It was past four o’clock the
following day when Barbara issued from Valleys House
on foot; clad in a pale buff frock, chosen for quietness,
she attracted every eye. Very soon entering a
taxi-cab, she drove to the Temple, stopped at the
Strand entrance, and walked down the little narrow
lane into the heart of the Law. Its votaries were
hurrying back from the Courts, streaming up from their
Chambers for tea, or escaping desperately to Lord’s
or the Park young votaries, unbound as yet
by the fascination of fame or fees. And each,
as he passed, looked at Barbara, with his fingers
itching to remove his hat, and a feeling that this
was She. After a day spent amongst precedents
and practice, after six hours at least of trying to
discover what chance A had of standing on his rights,
or B had of preventing him, it was difficult to feel
otherwise about that calm apparition like
a golden slim tree walking. One of them, asked
by her the way to Miltoun’s staircase, preceded
her with shy ceremony, and when she had vanished up
those dusty stairs, lingered on, hoping that she might
find her visitee out, and be obliged to return and
ask him the way back.
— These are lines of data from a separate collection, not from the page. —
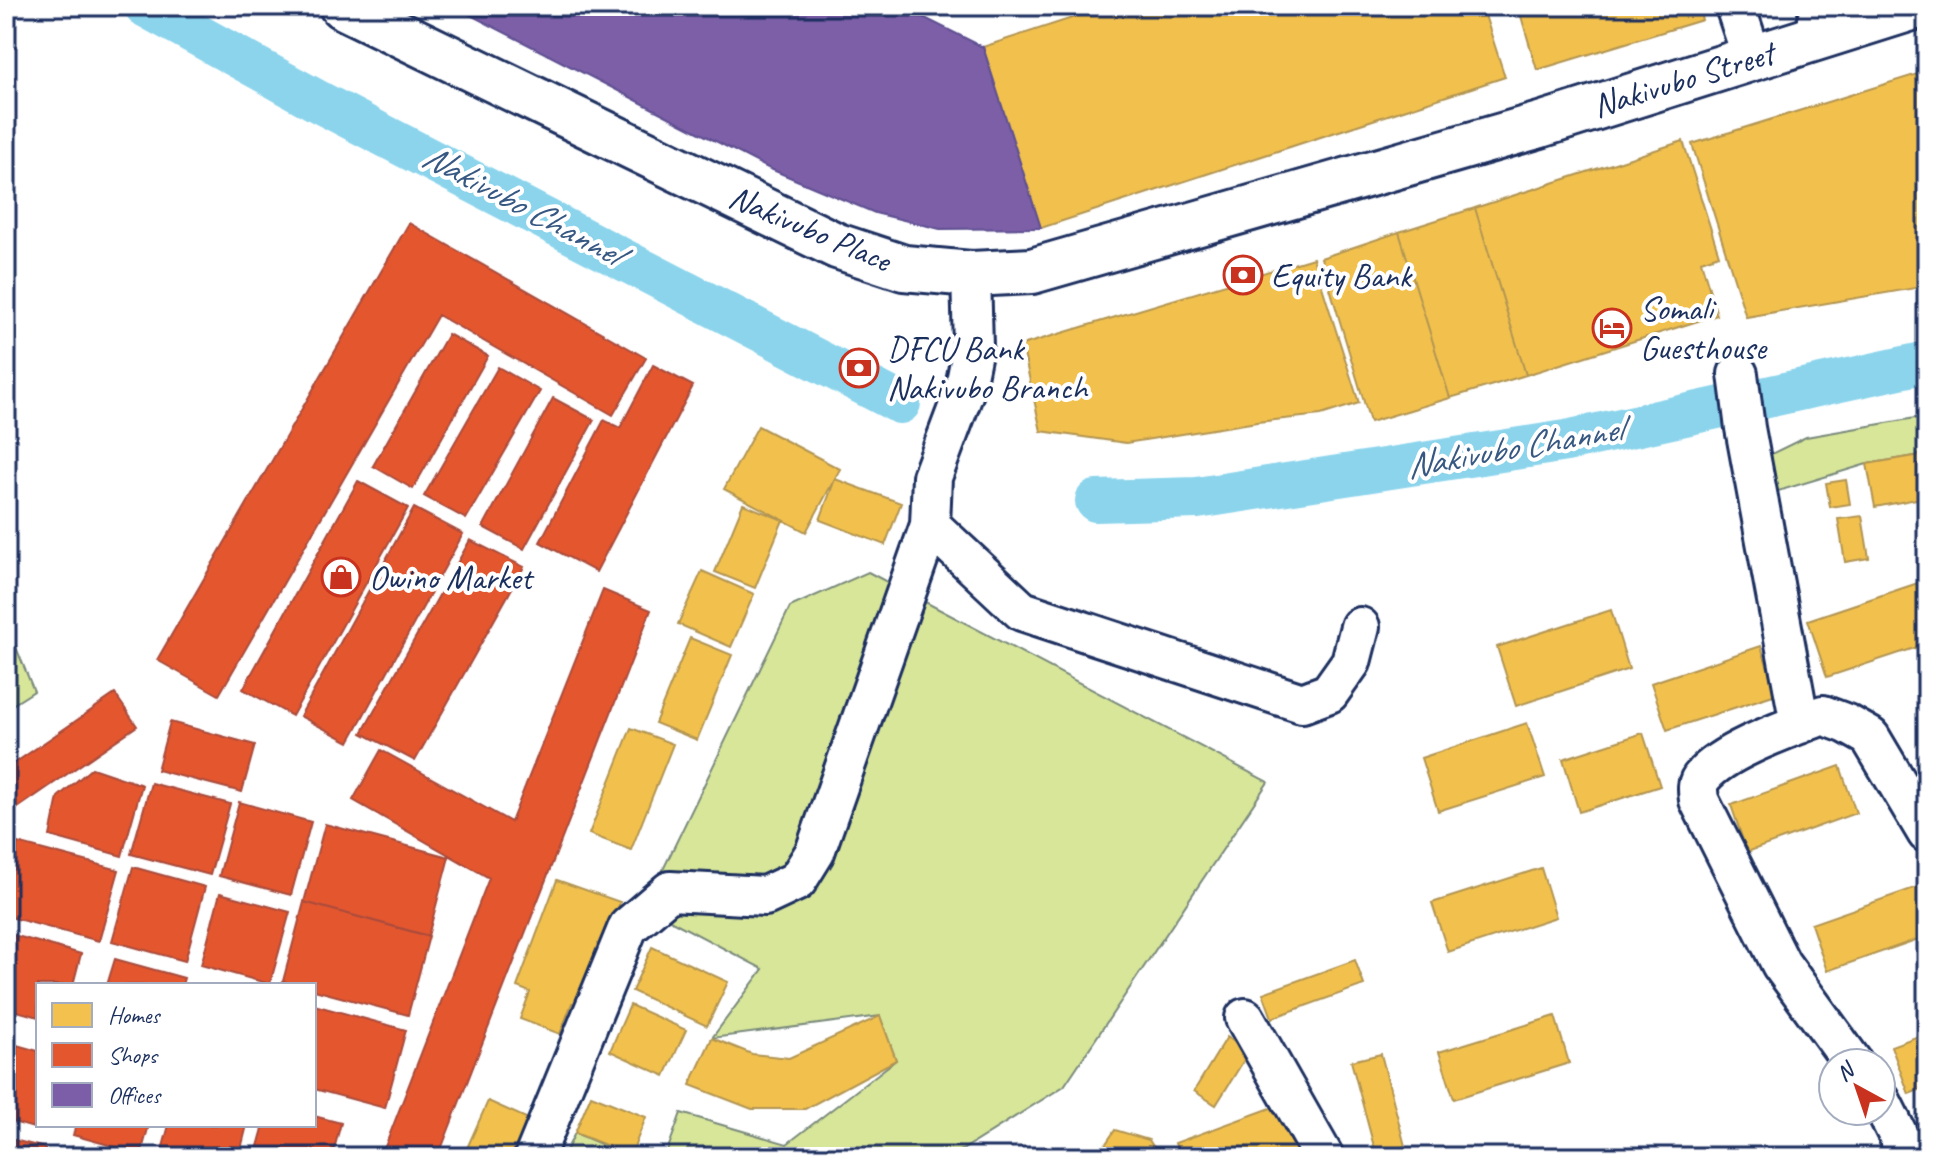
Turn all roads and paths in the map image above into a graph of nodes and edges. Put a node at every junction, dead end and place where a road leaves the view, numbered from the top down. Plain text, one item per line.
1 (342, 6) edge
2 (1735, 6) edge
3 (1918, 6) edge
4 (1817, 22) edge
5 (1752, 57) junction
6 (1540, 125) joint
7 (971, 274) junction
8 (1738, 374) dead end
9 (930, 525) junction
10 (1360, 627) dead end
11 (1800, 724) junction
12 (1927, 833) edge
13 (1245, 1018) dead end
14 (1841, 1047) edge
15 (1894, 1127) edge
16 (534, 1157) edge
17 (1324, 1157) edge
18 (1909, 1157) edge

1 - 7 main road, Nakivubo Place
2 - 5 lane
3 - 4 main road, Nakivubo Street
4 - 5 main road, Nakivubo Street
5 - 6 main road, Nakivubo Street
6 - 7 main road, Nakivubo Place
7 - 9 lane
8 - 11 lane
9 - 10 lane
9 - 16 lane
11 - 12 lane
11 - 14 lane
13 - 17 lane
15 - 18 lane

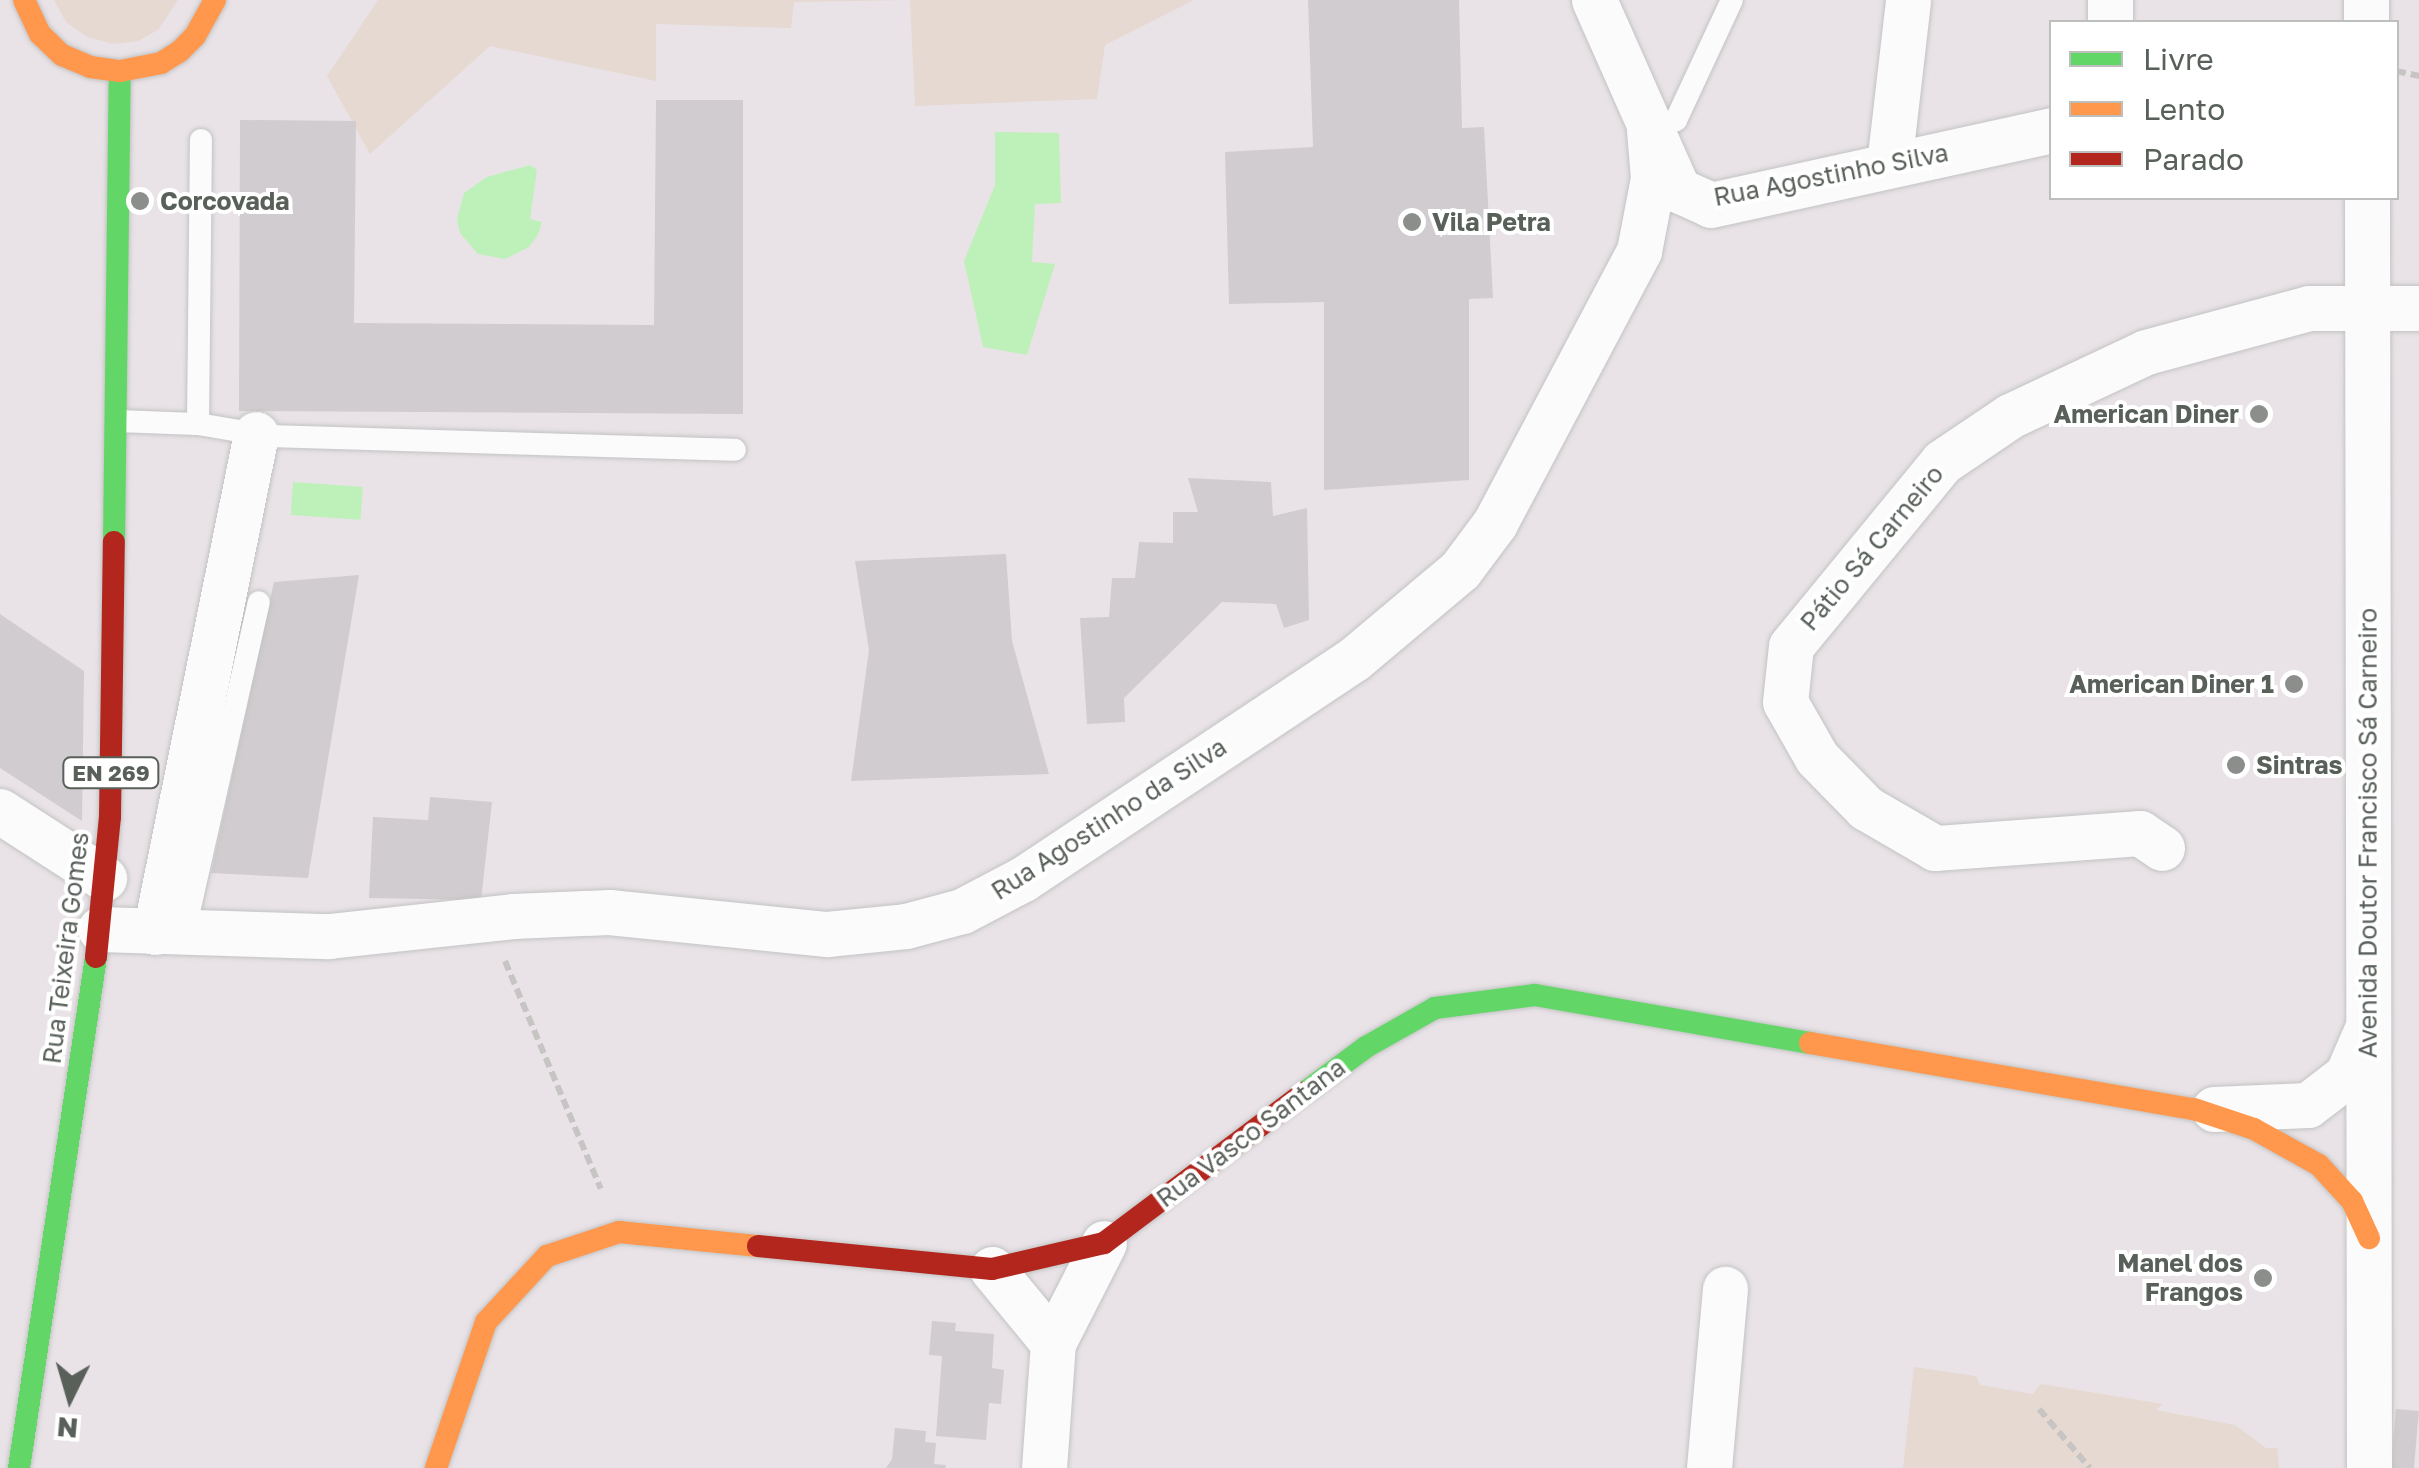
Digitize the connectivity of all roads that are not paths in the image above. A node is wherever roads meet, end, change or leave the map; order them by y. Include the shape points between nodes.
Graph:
1 (24, 0) edge
2 (215, 0) edge
3 (1594, 0) edge
4 (1732, 0) edge
5 (1908, 0) edge
6 (120, 71) junction
7 (1649, 130) junction
8 (2049, 131) edge
9 (200, 140) dead end
10 (1888, 164) junction
11 (2367, 200) edge
12 (2368, 305) junction
13 (2419, 308) edge
14 (116, 421) junction
15 (198, 424) junction
16 (256, 434) junction
17 (735, 450) dead end
18 (259, 602) dead end
19 (0, 812) edge
20 (2162, 848) dead end
21 (104, 878) junction
22 (100, 929) junction
23 (169, 933) junction
24 (2368, 1024) junction
25 (2194, 1109) junction
26 (2368, 1238) junction
27 (1104, 1243) junction
28 (992, 1269) junction
29 (1726, 1289) dead end
30 (2369, 1297) junction
31 (1053, 1343) junction
32 (13, 1459) edge
33 (436, 1468) edge
34 (1044, 1468) edge
35 (1709, 1468) edge
36 (2349, 1468) edge
37 (2369, 1468) edge

1 - 6 street via 40,34 62,54
2 - 6 street via 180,51
3 - 7 street, Rua Agostinho Silva
4 - 7 lane via 1676,120
5 - 10 street
6 - 14 street, Rua Teixeira Gomes / EN 269
7 - 10 street, Rua Agostinho Silva via 1678,190 1711,205
7 - 23 street, Rua Agostinho da Silva via 1653,178 1639,251 1495,522 1460,570 1354,660 1023,878 962,910 906,926 827,934 609,912 329,936
8 - 10 street, Rua Agostinho Silva
9 - 15 lane
11 - 12 street, Avenida Doutor Francisco Sá Carneiro
12 - 13 street, Pátio Sá Carneiro
12 - 20 street, Pátio Sá Carneiro via 2309,308 2146,352 2010,416 1942,462 1791,646 1784,702 1817,758 1866,808 1935,848 2140,833
12 - 24 street, Avenida Doutor Francisco Sá Carneiro
14 - 15 lane
14 - 21 street, Rua Teixeira Gomes / EN 269
15 - 16 lane
16 - 17 lane
16 - 23 street
18 - 23 lane
19 - 21 street
21 - 22 street, Rua Teixeira Gomes / EN 269
22 - 23 street, Rua Agostinho da Silva
22 - 32 street, Rua Teixeira Gomes / EN 269
24 - 25 street, Rua Vasco Santana via 2348,1074 2308,1105
24 - 26 street, Avenida Doutor Francisco Sá Carneiro
25 - 26 street, Rua Vasco Santana via 2254,1128 2318,1165 2352,1201
25 - 27 street, Rua Vasco Santana via 1535,994 1434,1008 1366,1047
26 - 30 street, Avenida Doutor Francisco Sá Carneiro
27 - 28 street, Rua Vasco Santana
27 - 31 street
28 - 31 street
28 - 33 street, Rua Vasco Santana via 619,1232 547,1256 486,1322
29 - 35 street
30 - 36 lane via 2350,1338
30 - 37 street, Avenida Doutor Francisco Sá Carneiro
31 - 34 street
But she did not come, and
he went sadly away, disturbed to the very bottom of
all that he owned in fee simple.
In fact, no one answered Barbara’s
knock, and discovering that the door yielded, she
walked through the lobby past the clerk’s den,
converted to a kitchen, into the sitting-room.
It was empty. She had never been to Miltoun’s
rooms before, and she stared about her curiously.
Since he did not practise, much of the proper gear
was absent. The room indeed had a worn carpet,
a few old chairs, and was lined from floor to ceiling
with books. But the wall space between the windows
was occupied by an enormous map of England, scored
all over with figures and crosses; and before this
map stood an immense desk, on which were piles of double
foolscap covered with Miltoun’s neat and rather
pointed writing. Barbara examined them, puckering
up her forehead; she knew that he was working at a
book on the land question; but she had never realized
that the making of a book requited so much writing.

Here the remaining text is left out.